Wandering into the Perth Underground train station for a trip home this afternoon, I discovered that I had no change. I couldn’t see a change machine, so I trotted over to a guard & asked if there was one I could use.
Nup, but the two ticketing machines right at the back of the set do accept notes.
This was good news, so over I went.
There was a bloke (youngish, maybe early 20s) at a machine struggling without success to pay for his $4.20 ticket with a $5 note. The machine simply refused to inhale the note. He gave up, mentioned some short words, & stormed away from the machine.
In I went, cancelled the settings, keyed in concession & 4 zones, so the machine asked for $2. I fed it my $10 note, which it responded to with acceptance, a ticket, & a barrage of $2 coins in change.
Collecting these, I did a volte face & made as if to walk away, only to face the original bloke, still grumpy.
“Show us yer note?” I invited, which he did. “My tenner worked...” I remarked, handing him 3 coins ($6) & grabbing the $5 note, “try these.”
His response was amazing, a broad smile & straightened gait, looking for all the world as if I’d just handed him the keys to a Ferrari.
He visited the machine, got a ticket & some change, & I could hear him maybe 80-100m away across the station happily exclaiming to his friends over his success.
The $5 note worked fine for buying tins of exotic jelly from the OK shop.
So this cost me a buck — which although small I can ill afford at the moment — but bought him a renewed day.

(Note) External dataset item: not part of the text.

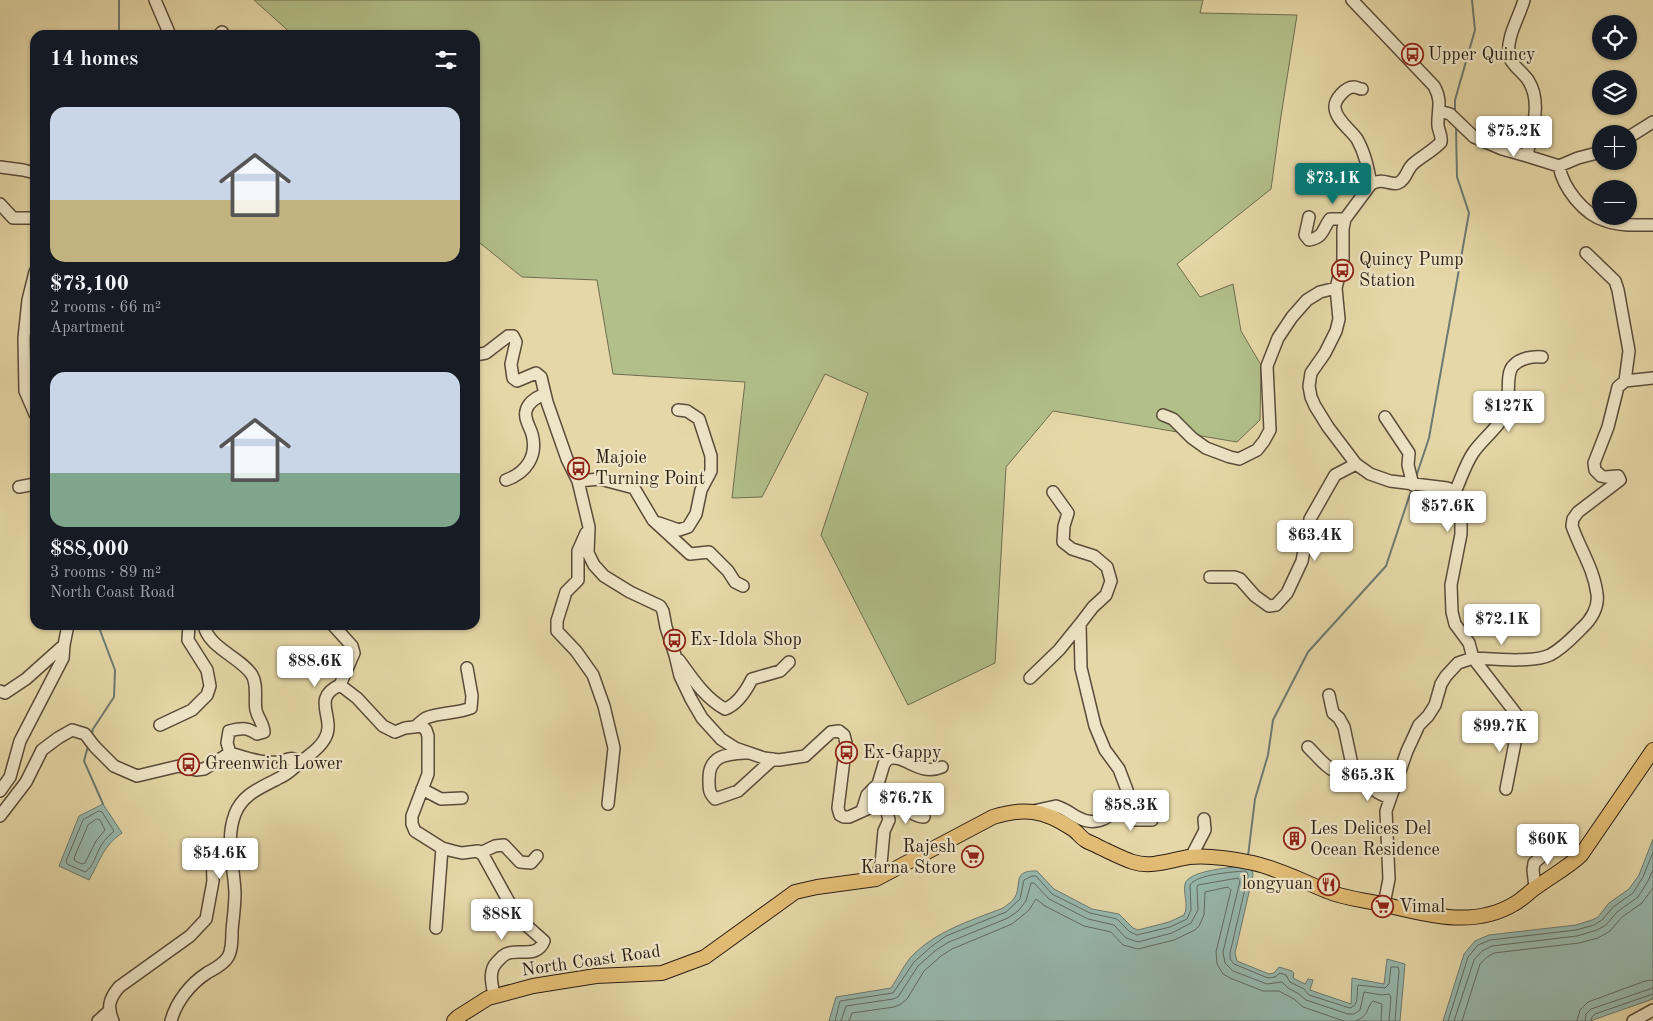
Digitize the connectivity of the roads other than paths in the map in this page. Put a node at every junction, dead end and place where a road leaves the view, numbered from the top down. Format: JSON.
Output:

Feeling bouyed up by this, I was able on the train to cheer up (gently, not forcibly) a lady who was recovering from her Xmas shopping with her 4? year old daughter. (-: I think that before I started, she would have enthusiastically agreed with the “Santa Is A Sith Lord” hypothesis. :-) Finding positive behaviours in 4yod’s activity was an interesting little challenge, & surprisingly rewarding.